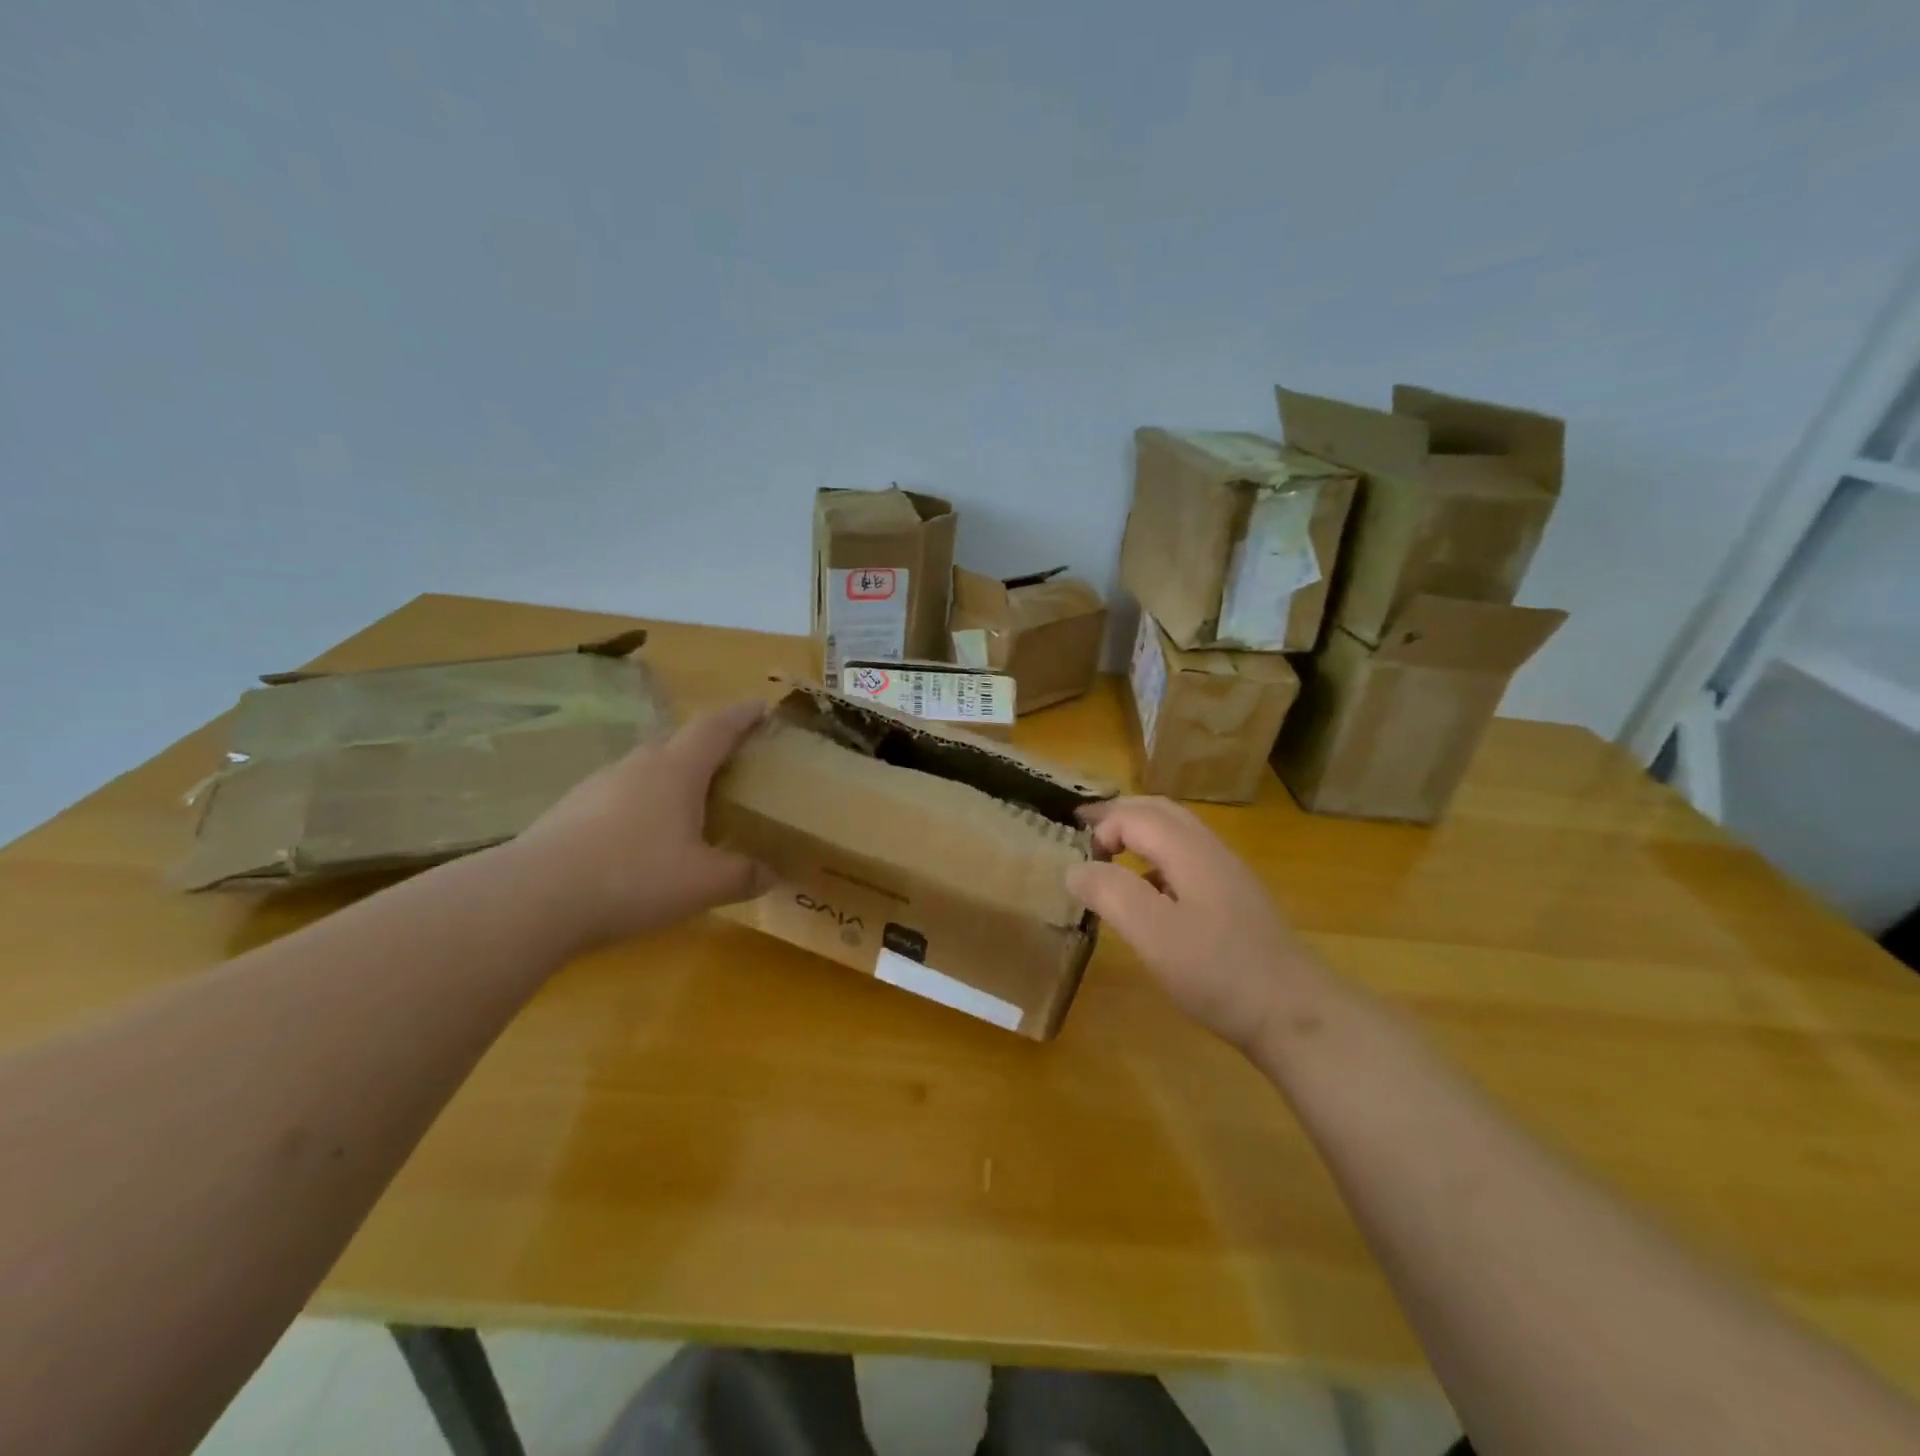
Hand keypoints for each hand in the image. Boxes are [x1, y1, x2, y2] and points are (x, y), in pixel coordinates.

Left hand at [512, 699, 773, 949]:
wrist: (531, 898)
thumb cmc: (633, 878)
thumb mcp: (703, 883)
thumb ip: (744, 875)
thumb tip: (772, 874)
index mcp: (676, 769)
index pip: (716, 726)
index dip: (742, 715)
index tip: (762, 708)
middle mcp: (637, 765)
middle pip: (679, 742)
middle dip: (708, 747)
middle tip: (732, 766)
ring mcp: (598, 785)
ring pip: (646, 769)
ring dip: (672, 777)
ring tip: (690, 806)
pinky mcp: (570, 811)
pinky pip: (619, 796)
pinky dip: (642, 805)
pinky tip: (643, 839)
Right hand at [1067, 797, 1319, 1050]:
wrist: (1295, 1014)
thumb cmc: (1218, 972)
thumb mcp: (1153, 934)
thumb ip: (1110, 893)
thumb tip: (1076, 868)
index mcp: (1190, 851)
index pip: (1135, 816)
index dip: (1102, 828)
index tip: (1079, 861)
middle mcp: (1211, 851)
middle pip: (1160, 811)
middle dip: (1119, 813)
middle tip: (1083, 826)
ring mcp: (1228, 874)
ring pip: (1177, 833)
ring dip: (1139, 831)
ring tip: (1109, 852)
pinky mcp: (1236, 899)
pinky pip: (1188, 859)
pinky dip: (1157, 858)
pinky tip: (1149, 893)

→ What is expected: Answer with an exact copy of the lines from the one containing "thumb tip: (1076, 868)" through the end of the entries above, leaving out everything before.

→ Completed exercise:
thumb tip: (1076, 868)
index mcp: (1190, 851)
index pip: (1135, 816)
index dip: (1102, 828)
index tip: (1079, 861)
middle mcp: (1211, 851)
middle pip: (1160, 811)
middle dip: (1119, 813)
middle tip: (1083, 826)
ring mcp: (1228, 874)
ring pip: (1177, 833)
ring dip: (1139, 831)
ring tip: (1109, 852)
pinky mcp: (1236, 899)
pinky pip: (1188, 859)
pinky dip: (1157, 858)
pinky tip: (1149, 893)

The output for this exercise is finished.